The reintroduction of Carl Creel this episode was one of the things teased before the season returned, and it was one of the things I was most looking forward to. However, he’s a perfect example of this episode having better ideas than execution: his return, his serving as a bodyguard for Talbot, his blood acting as a possible vaccine for pre-transformation Inhumans, and the (I think) four separate times his allegiances were questioned all seem great on paper, but Brian Patrick Wade‘s Absorbing Man isn’t nearly as intimidating or compelling when he actually, you know, talks. It definitely seems like we haven’t seen the last of Creel, so hopefully his character gets fleshed out a little more moving forward.

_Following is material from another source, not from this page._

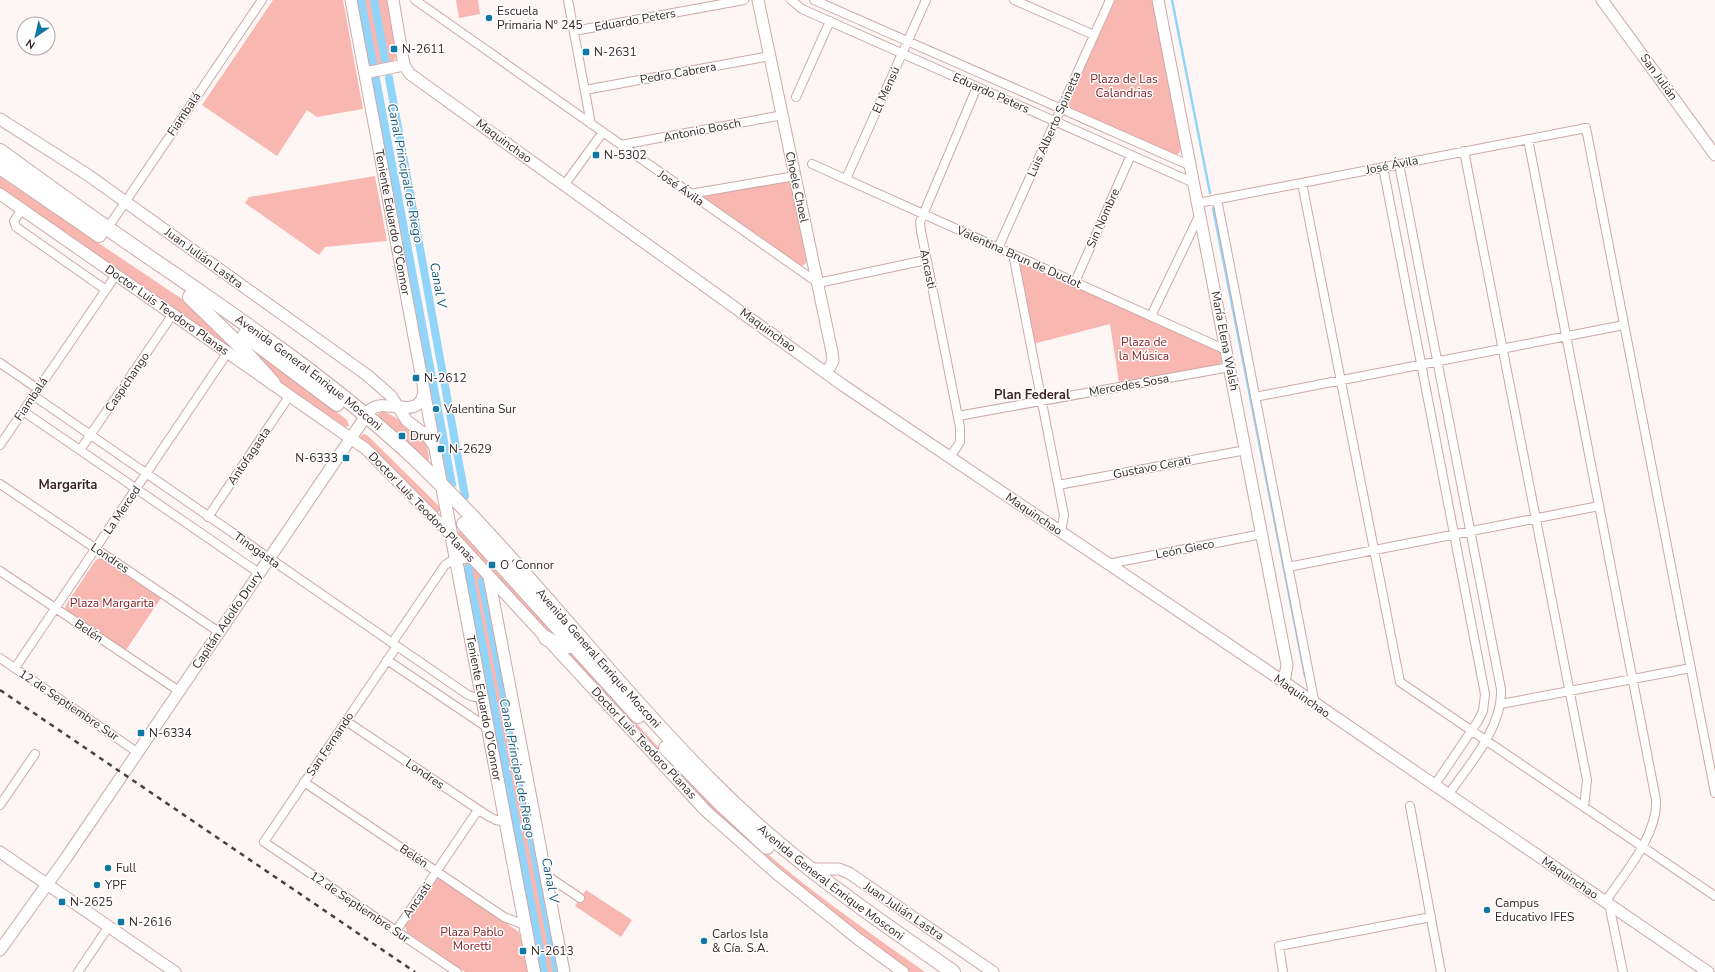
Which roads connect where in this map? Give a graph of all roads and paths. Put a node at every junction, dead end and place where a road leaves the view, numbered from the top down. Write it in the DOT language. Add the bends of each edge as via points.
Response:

One aspect of this episode that does manage to get everything right is Hive. Very early on, Hive calls Grant Ward “a perfect host,” and Brett Dalton is the perfect Hive. He’s creepy, alien, and powerful even in his weakened state. We’ve seen Ward go through many different transformations: bland S.H.I.E.L.D. agent, Hydra traitor, crazy Hydra leader, and now alien lord. Hive may be the last version of Ward we get to see, but it’s almost certainly the best.


3 Shake and Bakes out of 5. Hunter’s nickname for Daisy and Lincoln is the best thing I’ve ever heard.


  • Adrian Pasdar absolutely kills it this episode, cranking out great lines almost every time he opens his smug mouth.
  • “I wouldn’t put on a dress for just anyone.”
  • “It’s nice to put a series of faces to all your unpronounceable names.”
  • “Call me Glenn…occasionally.”
  • Winner of “Most obvious exposition line” this week goes to Fitz: “His absorbing powers don’t seem to impressive now with all the Inhumans around.”